Can one also conclude these two properties from the integral directly without evaluating it?

Answer 1

Yes, this follows by the de la Vallée-Poussin necessary and sufficient condition for the uniform integrability. Indeed, suppose that \begin{equation} \gamma n^2\to a \end{equation} (as $n\to\infty$) for some real $a\ge0$. Your integral is $$E\prod_{1\le i<j\le n}|X_i-X_j|^{2\gamma},$$ where the $X_i$'s are independent standard normal random variables. Introducing $N:=n(n-1)/2$, $X:=(X_1,\dots,X_n)$, and $\|X\|:=\sqrt{\sum_1^n X_i^2}$, and then using the arithmetic-geometric-mean inequality, we have $$\prod_{1\le i<j\le n}|X_i-X_j|^{2\gamma} \le\Big(\frac1N\,\sum_{1\le i<j\le n}|X_i-X_j|^2\Big)^{N\gamma} \\ =O\Big(\frac{\|X\|^2}n\Big)^{N\gamma}=O\Big(1+\frac{\|X\|^2}n\Big)^C $$ for $C:=a/2+1$ and all large enough $n$.

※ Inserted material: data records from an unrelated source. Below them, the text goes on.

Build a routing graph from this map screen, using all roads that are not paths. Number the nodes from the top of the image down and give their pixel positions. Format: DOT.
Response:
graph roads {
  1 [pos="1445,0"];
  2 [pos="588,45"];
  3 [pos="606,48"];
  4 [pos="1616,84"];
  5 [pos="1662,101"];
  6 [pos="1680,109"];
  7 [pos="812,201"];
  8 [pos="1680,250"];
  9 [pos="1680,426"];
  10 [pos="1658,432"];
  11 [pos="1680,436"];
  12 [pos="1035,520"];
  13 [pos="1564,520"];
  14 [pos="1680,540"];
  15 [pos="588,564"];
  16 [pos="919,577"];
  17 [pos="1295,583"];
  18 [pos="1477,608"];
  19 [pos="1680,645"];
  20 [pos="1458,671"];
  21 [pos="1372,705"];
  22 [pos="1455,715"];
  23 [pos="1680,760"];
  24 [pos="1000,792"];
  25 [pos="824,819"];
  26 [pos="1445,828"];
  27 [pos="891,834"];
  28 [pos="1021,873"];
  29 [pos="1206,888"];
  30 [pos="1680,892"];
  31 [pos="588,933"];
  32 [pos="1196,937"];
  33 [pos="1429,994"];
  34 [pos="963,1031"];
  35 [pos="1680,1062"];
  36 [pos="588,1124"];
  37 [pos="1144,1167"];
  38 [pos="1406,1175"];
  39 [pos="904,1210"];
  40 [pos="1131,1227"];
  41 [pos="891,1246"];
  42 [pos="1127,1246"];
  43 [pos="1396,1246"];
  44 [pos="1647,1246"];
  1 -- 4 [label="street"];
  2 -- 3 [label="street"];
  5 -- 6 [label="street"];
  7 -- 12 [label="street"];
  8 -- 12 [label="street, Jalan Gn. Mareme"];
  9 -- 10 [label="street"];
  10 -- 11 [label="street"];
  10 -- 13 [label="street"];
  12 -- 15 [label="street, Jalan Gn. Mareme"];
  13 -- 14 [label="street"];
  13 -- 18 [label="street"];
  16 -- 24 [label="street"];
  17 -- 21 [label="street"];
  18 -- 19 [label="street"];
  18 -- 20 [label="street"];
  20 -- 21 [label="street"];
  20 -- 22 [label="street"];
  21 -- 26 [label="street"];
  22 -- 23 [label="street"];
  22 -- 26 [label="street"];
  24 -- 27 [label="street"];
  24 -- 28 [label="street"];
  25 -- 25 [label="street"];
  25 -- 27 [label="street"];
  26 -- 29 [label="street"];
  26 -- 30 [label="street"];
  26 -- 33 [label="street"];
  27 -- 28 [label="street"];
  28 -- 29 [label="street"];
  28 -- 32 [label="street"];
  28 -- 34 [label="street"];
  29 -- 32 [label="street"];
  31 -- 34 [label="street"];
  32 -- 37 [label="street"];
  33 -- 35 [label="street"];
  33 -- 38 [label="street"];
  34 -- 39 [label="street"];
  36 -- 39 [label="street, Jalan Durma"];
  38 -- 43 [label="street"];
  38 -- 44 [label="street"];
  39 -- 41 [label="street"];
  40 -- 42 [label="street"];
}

Note also that $\|X\|^2$ has the gamma distribution with parameters $n/2$ and $2$ and hence $E\|X\|^{2C}=O(n^C)$. So, $$E\prod_{1\le i<j\le n}|X_i-X_j|^{2\gamma}=O(1)$$ and, similarly, $$E\Big[\Big(\prod_{1\le i<j\le n}|X_i-X_j|^{2\gamma}\Big)^2\Big]=O(1).$$ Also, obviously, $t^2/t\to\infty$ as $t\to\infty$. So, we have the uniform integrability.

So, we only need to establish the convergence of \begin{equation*} {2\gamma}\sum_{1\le i<j\le n}\ln|X_i-X_j|=2\gamma NU_n \end{equation*} in probability, where \begin{equation*} U_n:=\frac1N\,\sum_{1\le i<j\le n}h(X_i,X_j) \end{equation*} is a so-called U-statistic with kernel $h(X_i,X_j):=\ln|X_i-X_j|$, and still $N=\binom n2=n(n-1)/2$. It is easy to see (cf. e.g. page 20) that $Var\,U_n=O(1/n)=o(1)$, whereas $$EU_n=m:=E\ln|X_1-X_2|.$$ So, $U_n\to m$ in probability, whence \begin{equation*} 2\gamma NU_n\to am \end{equation*} in probability and thus, by the uniform integrability,
$$E\prod_{1\le i<j\le n}|X_i-X_j|^{2\gamma}\to e^{am}=\exp\{a\,E\ln|X_1-X_2|\}$$ as $n\to\infty$.